■ Requirement
Each entry below is to be returned exactly, with any pictures left out.

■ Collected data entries

┄┄┄┄┄┄┄┄┄┄┄┄┄┄┄┄┄┄┄┄

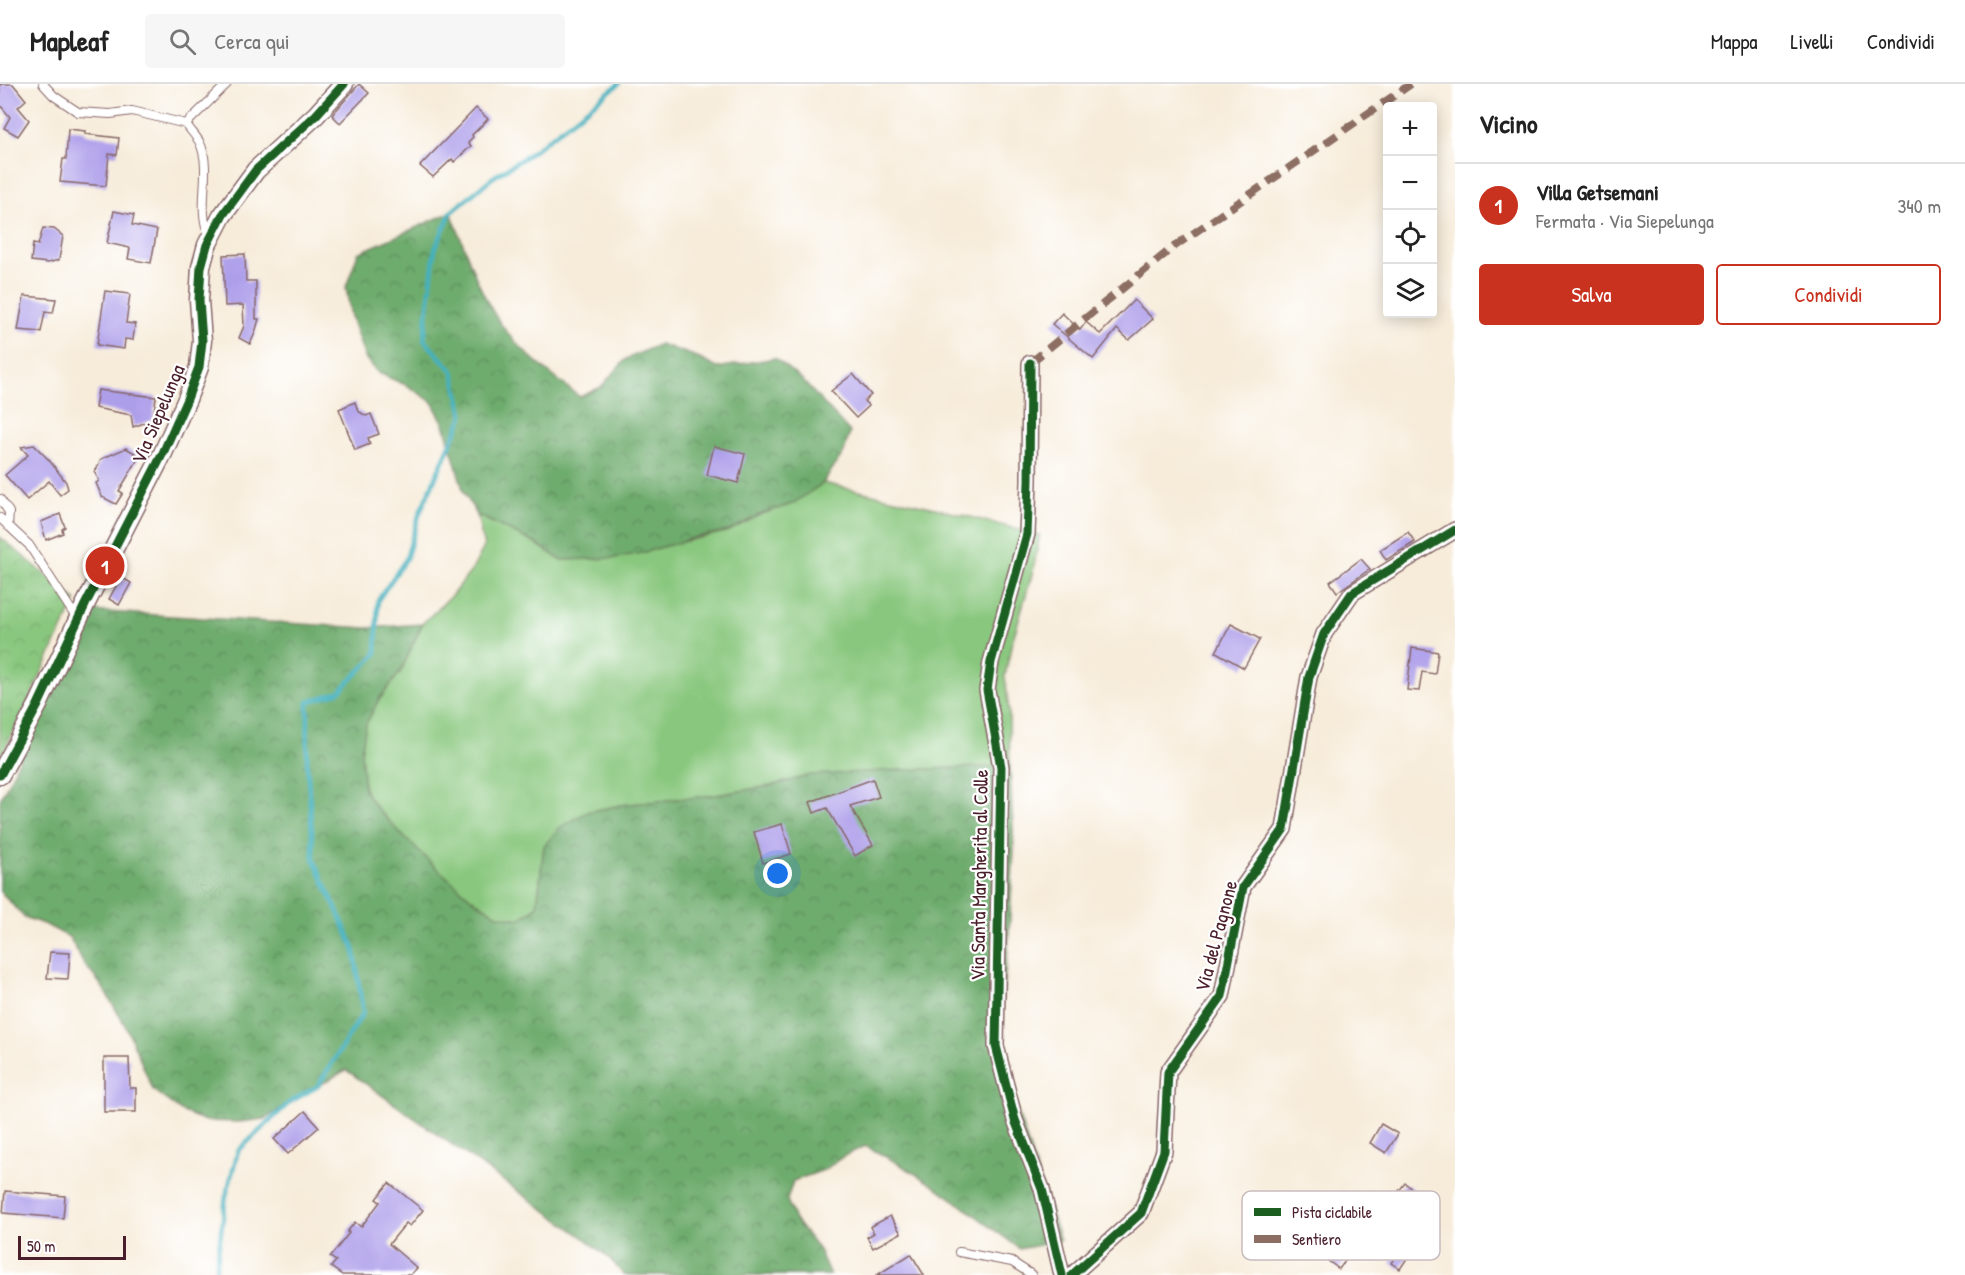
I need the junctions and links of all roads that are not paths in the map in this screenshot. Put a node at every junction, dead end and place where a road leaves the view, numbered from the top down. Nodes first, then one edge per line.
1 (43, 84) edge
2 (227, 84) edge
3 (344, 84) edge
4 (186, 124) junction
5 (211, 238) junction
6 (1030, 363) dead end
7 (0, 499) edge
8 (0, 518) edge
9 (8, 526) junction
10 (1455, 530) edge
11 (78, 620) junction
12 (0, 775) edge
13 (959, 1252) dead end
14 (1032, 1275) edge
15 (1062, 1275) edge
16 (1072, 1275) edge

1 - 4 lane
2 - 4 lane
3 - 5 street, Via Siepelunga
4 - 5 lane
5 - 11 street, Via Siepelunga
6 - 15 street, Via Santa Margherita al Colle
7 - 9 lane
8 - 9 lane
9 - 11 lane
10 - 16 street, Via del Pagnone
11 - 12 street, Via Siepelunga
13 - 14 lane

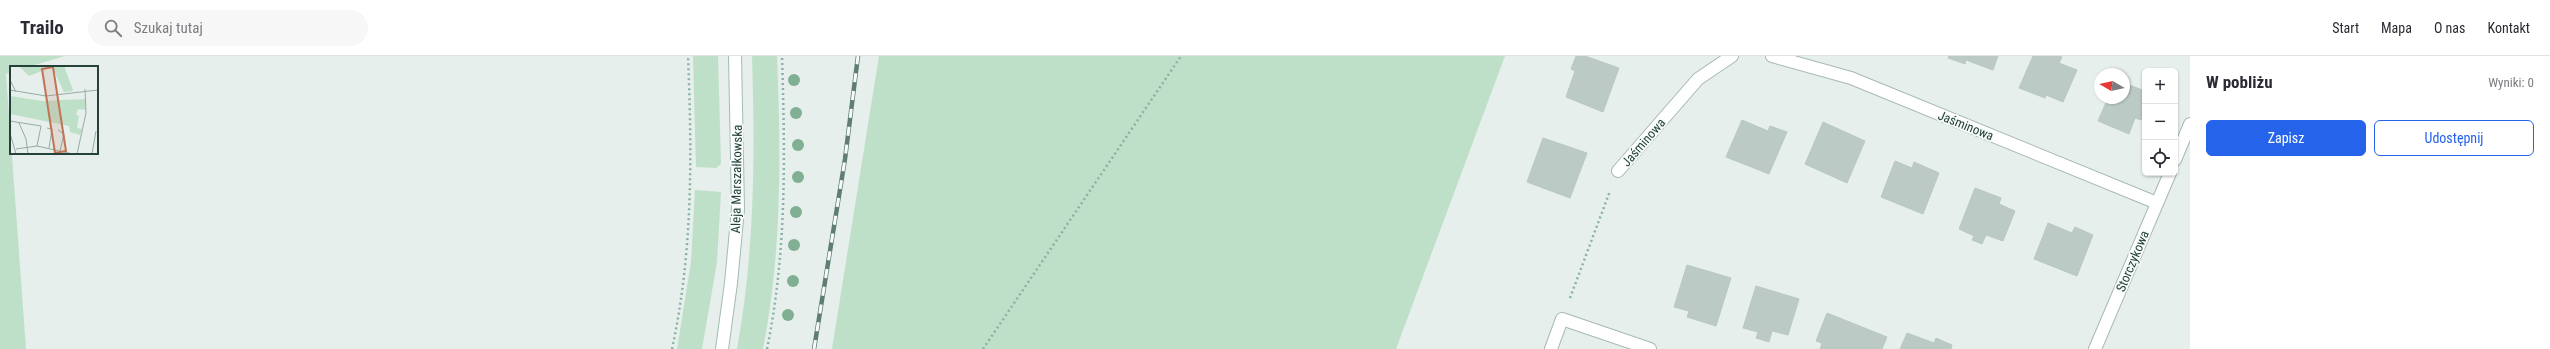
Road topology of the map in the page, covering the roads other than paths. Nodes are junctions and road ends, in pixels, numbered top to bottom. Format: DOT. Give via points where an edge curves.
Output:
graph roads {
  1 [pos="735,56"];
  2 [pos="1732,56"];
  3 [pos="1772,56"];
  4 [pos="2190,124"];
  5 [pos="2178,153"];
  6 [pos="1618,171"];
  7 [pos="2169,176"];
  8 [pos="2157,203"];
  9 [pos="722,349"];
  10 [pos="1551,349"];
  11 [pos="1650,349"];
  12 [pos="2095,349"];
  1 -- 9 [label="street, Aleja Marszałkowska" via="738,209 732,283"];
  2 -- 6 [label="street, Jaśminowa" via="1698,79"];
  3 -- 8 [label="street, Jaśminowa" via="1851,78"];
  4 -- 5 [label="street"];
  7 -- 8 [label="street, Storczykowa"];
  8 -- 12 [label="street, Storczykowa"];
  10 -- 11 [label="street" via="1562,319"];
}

┄┄┄┄┄┄┄┄┄┄┄┄┄┄┄┄┄┄┄┄

■ Answer to this exercise
I need the junctions and links of all roads that are not paths in the map in this screenshot. Put a node at every junction, dead end and place where a road leaves the view, numbered from the top down. Nodes first, then one edge per line.
1 (43, 84) edge
2 (227, 84) edge
3 (344, 84) edge
4 (186, 124) junction
5 (211, 238) junction
6 (1030, 363) dead end
7 (0, 499) edge
8 (0, 518) edge
9 (8, 526) junction
10 (1455, 530) edge
11 (78, 620) junction
12 (0, 775) edge
13 (959, 1252) dead end
14 (1032, 1275) edge
15 (1062, 1275) edge
16 (1072, 1275) edge

1 - 4 lane
2 - 4 lane
3 - 5 street, Via Siepelunga
4 - 5 lane
5 - 11 street, Via Siepelunga
6 - 15 street, Via Santa Margherita al Colle
7 - 9 lane
8 - 9 lane
9 - 11 lane
10 - 16 street, Via del Pagnone
11 - 12 street, Via Siepelunga
13 - 14 lane

Road topology of the map in the page, covering the roads other than paths. Nodes are junctions and road ends, in pixels, numbered top to bottom. Format: DOT. Give via points where an edge curves.
Output:
graph roads {
  1 [pos="735,56"];
  2 [pos="1732,56"];
  3 [pos="1772,56"];
  4 [pos="2190,124"];
  5 [pos="2178,153"];
  6 [pos="1618,171"];
  7 [pos="2169,176"];
  8 [pos="2157,203"];
  9 [pos="722,349"];
  10 [pos="1551,349"];
  11 [pos="1650,349"];
  12 [pos="2095,349"];
  1 -- 9 [label="street, Aleja Marszałkowska" via="738,209 732,283"];
  2 -- 6 [label="street, Jaśminowa" via="1698,79"];
  3 -- 8 [label="street, Jaśminowa" via="1851,78"];
  4 -- 5 [label="street"];
  7 -- 8 [label="street, Storczykowa"];
  8 -- 12 [label="street, Storczykowa"];
  10 -- 11 [label="street" via="1562,319"];
}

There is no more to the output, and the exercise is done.